Anche i numeri dei dispersi sono alti. Due Ong locali denunciano la scomparsa di almeno 77 persone denunciando come “né le autorità marocchine né quelle spagnole hanno tentato di aiutarle a ricostruire le loro sorti e negando informazioni importanti ai famigliari sull’identità dei cadaveri e in alcuni casi senza aiutarle nel rimpatrio delle salme”. Molto veloce, invece, è stato il trasferimento dei sopravvissuti in zone lontane dal confine. Circa 500 persone, tra cui molti feriti, sono state fatte salire su autobus e trasferite con la forza in altre città del Marocco, tra cui Agadir, Casablanca e Beni Mellal. Lo Stato marocchino ha noleggiato autobus privati, si stima 28, molti dei quali in cattive condizioni, per effettuare queste operazioni di dispersione dai confini. Come abbiamo raccontato su Altreconomia, gli ospedali delle zone limitrofe hanno curato numerose persone ferite.
Sui fatti del 24 giugno entrambi gli Stati non hanno portato avanti indagini efficaci e trasparenti. “L’uso illegale della forza a Melilla ha sporcato in modo indelebile non solo le mani delle forze di sicurezza marocchine e spagnole ma anche quelle di tutti coloro che promuovono politiche razziste in materia di immigrazione, destinate a produrre danni e violenze chi cerca di superare le frontiere. Invece di fortificare i confini, le autorità devono aprire percorsi legali e sicuri per le persone che cercano salvezza in Europa”, ha sottolineato Callamard di Amnesty International.
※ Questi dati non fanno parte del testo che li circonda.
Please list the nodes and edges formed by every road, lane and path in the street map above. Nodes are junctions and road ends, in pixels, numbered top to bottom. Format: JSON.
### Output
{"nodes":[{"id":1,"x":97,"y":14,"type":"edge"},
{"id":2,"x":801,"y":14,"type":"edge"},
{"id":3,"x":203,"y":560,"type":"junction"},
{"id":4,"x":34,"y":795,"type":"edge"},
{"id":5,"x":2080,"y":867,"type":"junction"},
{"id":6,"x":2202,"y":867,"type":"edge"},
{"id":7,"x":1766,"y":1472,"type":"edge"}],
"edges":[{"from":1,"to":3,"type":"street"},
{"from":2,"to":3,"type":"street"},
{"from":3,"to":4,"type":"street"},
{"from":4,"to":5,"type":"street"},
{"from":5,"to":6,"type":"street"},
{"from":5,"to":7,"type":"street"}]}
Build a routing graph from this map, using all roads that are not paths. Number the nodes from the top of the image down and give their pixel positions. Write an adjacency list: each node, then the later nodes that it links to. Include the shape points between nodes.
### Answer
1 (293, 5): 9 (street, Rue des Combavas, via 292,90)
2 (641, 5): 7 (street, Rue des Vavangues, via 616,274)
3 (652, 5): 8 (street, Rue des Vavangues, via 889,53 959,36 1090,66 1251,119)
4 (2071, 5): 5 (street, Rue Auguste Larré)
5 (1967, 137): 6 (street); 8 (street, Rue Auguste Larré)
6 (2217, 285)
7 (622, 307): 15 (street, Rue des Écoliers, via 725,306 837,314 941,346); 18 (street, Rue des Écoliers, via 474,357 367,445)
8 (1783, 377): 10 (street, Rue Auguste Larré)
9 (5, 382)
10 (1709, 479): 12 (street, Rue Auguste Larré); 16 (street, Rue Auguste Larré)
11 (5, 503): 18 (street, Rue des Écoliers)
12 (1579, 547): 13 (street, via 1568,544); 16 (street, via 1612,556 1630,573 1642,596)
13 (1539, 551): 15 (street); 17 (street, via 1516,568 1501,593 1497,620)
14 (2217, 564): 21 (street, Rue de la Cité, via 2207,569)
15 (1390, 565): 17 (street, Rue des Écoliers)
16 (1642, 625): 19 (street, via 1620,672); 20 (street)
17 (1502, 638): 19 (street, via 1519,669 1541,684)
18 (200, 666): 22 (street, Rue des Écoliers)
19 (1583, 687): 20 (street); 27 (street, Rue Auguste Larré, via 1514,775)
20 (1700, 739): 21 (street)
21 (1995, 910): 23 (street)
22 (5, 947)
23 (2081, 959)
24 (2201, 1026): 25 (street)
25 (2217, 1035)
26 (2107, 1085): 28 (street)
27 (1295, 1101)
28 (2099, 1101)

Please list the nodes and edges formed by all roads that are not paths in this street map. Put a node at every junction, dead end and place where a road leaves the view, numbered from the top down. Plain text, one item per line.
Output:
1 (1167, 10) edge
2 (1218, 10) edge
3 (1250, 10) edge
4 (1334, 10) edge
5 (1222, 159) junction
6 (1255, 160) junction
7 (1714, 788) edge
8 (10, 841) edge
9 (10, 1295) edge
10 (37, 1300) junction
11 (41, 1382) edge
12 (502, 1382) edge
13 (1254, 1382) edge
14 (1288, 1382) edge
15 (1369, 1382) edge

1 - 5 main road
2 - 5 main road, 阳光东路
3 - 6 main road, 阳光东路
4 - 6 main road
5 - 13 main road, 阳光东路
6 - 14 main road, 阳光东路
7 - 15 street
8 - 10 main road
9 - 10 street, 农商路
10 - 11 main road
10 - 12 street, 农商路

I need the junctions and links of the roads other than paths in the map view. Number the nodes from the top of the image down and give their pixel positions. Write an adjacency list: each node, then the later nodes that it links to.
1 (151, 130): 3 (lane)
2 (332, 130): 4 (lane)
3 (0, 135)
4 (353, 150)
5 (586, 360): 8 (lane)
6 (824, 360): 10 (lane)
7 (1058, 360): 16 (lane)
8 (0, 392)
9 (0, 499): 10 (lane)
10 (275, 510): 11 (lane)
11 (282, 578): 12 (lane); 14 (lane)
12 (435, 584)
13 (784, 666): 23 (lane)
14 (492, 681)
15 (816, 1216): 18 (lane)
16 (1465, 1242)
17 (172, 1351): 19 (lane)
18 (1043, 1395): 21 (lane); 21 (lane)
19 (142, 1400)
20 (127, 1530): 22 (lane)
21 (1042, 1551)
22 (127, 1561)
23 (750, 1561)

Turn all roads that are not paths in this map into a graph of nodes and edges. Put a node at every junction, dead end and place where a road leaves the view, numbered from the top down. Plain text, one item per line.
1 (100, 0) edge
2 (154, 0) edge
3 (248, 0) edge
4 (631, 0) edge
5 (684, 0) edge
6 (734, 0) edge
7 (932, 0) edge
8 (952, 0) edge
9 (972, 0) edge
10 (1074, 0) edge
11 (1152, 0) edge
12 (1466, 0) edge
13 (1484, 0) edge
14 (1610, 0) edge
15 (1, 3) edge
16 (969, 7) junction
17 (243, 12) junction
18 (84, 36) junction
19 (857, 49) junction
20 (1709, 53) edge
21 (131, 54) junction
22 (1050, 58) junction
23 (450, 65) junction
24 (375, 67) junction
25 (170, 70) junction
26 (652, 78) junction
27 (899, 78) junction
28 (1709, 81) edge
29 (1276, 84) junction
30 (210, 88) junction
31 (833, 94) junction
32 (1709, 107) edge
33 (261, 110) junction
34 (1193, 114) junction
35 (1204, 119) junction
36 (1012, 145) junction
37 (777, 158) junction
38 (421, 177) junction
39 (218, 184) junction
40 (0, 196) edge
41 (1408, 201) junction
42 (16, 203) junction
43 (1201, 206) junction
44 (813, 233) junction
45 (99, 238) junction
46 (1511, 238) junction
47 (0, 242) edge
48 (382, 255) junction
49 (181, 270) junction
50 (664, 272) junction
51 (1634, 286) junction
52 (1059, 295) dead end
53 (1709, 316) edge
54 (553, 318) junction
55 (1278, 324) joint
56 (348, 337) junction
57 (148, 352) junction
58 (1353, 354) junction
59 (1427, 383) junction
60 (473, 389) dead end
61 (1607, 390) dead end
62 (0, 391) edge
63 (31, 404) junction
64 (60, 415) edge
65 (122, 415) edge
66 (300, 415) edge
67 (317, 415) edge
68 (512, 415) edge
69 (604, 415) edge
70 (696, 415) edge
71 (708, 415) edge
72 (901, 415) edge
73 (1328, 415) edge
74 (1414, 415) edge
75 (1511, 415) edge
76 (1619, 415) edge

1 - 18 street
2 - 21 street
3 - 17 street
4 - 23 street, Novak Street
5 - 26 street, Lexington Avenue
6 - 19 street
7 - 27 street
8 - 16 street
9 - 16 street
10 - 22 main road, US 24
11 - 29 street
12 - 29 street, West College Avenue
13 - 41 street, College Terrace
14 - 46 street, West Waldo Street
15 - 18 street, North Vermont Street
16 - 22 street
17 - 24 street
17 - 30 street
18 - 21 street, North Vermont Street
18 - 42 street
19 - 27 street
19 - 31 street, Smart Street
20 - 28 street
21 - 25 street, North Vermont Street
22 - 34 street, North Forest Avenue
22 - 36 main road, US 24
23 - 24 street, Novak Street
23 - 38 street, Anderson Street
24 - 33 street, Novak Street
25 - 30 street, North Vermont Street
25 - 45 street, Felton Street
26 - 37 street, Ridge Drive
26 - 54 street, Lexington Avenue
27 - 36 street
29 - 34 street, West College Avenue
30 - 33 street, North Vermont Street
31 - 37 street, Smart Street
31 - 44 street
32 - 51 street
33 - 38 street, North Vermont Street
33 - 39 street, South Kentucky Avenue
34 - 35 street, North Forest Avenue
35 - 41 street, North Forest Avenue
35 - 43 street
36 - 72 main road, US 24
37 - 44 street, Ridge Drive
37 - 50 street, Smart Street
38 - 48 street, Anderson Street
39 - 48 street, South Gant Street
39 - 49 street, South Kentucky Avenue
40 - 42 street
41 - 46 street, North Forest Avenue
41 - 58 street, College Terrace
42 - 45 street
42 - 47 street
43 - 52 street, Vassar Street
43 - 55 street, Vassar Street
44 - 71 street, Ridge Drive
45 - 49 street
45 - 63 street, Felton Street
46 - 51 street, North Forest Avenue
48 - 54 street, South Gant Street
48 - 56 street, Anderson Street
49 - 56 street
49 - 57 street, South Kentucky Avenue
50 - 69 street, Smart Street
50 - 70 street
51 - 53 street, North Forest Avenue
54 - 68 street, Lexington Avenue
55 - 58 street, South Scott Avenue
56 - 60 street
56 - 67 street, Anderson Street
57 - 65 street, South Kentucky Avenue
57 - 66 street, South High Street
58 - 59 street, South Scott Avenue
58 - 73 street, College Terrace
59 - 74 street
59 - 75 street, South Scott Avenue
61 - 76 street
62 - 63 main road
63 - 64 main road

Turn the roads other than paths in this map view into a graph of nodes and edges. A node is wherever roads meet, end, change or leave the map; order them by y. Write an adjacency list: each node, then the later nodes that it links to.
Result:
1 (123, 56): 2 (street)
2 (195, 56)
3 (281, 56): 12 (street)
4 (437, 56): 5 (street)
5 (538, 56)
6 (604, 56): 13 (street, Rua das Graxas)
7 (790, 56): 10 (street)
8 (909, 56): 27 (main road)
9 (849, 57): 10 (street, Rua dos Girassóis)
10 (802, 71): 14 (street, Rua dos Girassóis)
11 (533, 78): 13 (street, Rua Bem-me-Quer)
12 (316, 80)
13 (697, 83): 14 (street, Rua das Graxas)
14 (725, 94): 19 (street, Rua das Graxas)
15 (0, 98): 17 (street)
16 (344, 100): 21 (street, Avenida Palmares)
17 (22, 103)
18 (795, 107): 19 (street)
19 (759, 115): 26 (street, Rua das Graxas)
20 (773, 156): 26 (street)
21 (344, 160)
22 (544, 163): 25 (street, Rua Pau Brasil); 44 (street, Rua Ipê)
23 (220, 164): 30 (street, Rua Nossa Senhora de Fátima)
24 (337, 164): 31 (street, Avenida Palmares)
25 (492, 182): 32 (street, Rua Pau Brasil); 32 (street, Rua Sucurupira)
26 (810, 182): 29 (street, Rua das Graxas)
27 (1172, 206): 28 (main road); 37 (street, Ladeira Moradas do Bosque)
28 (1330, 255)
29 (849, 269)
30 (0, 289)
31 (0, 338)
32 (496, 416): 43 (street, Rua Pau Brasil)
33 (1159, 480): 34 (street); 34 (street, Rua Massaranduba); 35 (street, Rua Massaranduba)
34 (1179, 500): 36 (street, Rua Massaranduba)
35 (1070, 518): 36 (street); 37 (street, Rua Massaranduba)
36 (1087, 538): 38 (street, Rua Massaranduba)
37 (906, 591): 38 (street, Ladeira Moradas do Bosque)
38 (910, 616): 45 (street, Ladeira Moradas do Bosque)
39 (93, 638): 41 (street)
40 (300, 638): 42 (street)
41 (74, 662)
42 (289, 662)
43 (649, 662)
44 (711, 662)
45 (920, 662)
Il riferimento è diretto alle istituzioni europee che da anni “rinforzano” a suon di milioni di euro le capacità delle autorità marocchine di militarizzare il confine: 370 milioni solo dal 2014 al 2020. La verità e la giustizia sono lontane. “Il comportamento delle autorità coinvolte sa di copertura e razzismo e sparge sale su ferite già dolorose -conclude Callamard-. È fondamentale che i due governi assicurino verità e giustizia per quanto accaduto il 24 giugno, in modo che ciò non si ripeta di nuovo”.